## Task requirements
Search the entries below for the word "edges" and copy every line where it appears.

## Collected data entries

--- START ---

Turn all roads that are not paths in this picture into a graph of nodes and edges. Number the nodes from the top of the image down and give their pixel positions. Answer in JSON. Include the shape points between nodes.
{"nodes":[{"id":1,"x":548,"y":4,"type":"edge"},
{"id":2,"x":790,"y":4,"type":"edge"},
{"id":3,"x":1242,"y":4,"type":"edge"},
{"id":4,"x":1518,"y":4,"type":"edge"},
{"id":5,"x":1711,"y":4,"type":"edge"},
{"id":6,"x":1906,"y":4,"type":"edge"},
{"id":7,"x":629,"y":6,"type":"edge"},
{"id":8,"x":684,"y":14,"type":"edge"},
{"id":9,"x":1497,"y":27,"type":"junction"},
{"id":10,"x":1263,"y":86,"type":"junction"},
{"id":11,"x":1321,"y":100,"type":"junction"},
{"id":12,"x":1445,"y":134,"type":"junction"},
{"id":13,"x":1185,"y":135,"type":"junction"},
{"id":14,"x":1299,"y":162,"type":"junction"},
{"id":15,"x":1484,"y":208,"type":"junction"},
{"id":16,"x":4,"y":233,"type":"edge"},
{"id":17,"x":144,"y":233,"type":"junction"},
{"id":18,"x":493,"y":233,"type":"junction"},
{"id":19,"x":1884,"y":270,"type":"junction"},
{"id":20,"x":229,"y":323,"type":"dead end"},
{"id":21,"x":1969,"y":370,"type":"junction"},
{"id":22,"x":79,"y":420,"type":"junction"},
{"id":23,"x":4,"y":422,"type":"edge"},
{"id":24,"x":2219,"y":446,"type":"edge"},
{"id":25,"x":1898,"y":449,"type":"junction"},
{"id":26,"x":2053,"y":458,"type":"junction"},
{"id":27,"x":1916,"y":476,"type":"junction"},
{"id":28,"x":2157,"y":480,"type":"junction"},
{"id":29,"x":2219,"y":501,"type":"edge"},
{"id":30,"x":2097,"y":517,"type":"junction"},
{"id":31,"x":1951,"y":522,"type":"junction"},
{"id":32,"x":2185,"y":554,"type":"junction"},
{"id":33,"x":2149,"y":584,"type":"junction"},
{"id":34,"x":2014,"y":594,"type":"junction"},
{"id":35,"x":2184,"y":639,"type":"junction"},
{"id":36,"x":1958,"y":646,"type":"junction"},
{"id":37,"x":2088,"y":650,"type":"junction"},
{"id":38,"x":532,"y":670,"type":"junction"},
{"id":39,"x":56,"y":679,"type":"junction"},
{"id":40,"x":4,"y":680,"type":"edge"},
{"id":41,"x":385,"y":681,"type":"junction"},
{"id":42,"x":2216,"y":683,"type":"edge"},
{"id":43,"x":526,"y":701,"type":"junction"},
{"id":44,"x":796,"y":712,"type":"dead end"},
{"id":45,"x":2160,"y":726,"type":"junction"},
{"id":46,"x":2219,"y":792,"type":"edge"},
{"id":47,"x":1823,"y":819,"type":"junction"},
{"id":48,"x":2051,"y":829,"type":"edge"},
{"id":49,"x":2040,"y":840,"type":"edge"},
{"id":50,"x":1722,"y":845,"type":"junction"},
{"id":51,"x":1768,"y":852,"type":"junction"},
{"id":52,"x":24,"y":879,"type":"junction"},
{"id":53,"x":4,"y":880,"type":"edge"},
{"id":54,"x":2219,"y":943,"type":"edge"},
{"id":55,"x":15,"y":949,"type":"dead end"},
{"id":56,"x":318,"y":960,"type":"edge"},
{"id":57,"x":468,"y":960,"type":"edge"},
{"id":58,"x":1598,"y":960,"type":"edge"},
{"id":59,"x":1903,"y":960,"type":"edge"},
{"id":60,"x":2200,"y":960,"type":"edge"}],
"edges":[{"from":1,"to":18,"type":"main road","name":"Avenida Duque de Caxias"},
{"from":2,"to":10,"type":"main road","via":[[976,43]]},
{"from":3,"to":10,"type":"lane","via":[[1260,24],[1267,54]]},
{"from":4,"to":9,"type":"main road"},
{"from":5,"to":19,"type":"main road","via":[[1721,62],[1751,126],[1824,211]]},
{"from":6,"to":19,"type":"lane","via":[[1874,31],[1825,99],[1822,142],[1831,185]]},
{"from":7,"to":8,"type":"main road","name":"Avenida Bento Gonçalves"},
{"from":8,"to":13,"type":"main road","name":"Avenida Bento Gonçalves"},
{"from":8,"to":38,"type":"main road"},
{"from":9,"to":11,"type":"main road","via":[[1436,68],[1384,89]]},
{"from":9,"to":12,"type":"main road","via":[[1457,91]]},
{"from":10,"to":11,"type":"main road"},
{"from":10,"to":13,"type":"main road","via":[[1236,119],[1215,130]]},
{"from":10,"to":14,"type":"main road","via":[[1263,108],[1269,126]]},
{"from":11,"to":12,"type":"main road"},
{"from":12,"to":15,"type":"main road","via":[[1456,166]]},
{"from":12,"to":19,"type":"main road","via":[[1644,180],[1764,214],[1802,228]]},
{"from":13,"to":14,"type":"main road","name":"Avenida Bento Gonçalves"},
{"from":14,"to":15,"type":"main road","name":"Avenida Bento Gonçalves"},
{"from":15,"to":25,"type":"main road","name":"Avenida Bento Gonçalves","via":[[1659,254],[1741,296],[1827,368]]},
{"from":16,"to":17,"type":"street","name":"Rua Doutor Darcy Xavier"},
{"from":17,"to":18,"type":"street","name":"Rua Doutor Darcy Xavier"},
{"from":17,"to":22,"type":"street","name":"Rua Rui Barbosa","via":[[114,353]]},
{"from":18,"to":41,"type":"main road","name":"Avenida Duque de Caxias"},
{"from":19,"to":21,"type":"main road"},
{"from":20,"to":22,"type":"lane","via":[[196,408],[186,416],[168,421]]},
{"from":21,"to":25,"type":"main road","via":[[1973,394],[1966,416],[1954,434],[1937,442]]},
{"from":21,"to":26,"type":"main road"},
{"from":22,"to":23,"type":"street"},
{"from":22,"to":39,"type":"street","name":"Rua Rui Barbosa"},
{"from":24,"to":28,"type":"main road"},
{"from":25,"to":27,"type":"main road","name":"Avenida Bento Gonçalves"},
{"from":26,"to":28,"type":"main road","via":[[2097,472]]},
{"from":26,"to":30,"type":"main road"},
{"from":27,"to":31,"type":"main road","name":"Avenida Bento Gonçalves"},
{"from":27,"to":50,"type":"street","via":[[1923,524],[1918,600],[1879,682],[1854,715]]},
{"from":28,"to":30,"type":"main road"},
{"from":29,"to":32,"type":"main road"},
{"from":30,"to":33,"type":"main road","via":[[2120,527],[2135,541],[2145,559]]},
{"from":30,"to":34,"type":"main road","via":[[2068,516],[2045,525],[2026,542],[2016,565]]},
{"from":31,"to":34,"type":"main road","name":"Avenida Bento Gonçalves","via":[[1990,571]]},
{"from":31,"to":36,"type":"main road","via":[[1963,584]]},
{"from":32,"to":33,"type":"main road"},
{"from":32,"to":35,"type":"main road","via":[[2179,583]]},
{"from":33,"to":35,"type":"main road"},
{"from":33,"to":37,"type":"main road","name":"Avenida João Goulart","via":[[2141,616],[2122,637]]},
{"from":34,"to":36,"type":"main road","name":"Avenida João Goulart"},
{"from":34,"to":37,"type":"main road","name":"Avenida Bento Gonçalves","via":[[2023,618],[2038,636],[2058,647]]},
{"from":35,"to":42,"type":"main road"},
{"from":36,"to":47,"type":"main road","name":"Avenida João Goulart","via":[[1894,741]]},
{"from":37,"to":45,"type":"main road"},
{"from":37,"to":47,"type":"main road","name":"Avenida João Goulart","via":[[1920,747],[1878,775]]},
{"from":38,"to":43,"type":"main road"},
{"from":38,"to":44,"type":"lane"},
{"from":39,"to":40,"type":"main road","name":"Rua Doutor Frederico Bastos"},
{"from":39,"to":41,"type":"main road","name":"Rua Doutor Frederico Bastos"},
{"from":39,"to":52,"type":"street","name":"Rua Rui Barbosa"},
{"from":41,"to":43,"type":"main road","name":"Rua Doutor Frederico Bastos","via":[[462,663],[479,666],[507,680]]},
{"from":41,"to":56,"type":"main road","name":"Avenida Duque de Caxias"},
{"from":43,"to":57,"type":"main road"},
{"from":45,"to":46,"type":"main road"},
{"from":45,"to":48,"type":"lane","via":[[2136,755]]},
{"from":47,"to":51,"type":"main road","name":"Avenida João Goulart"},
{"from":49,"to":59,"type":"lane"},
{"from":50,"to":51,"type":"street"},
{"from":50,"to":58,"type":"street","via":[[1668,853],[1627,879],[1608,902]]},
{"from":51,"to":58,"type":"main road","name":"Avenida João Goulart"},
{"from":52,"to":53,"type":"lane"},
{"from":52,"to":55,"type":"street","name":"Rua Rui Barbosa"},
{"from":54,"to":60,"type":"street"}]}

--- END ---

## Answer area
Turn all roads that are not paths in this picture into a graph of nodes and edges. Number the nodes from the top of the image down and give their pixel positions. Answer in JSON. Include the shape points between nodes.
"edges":[{"from":1,"to":18,"type":"main road","name":"Avenida Duque de Caxias"},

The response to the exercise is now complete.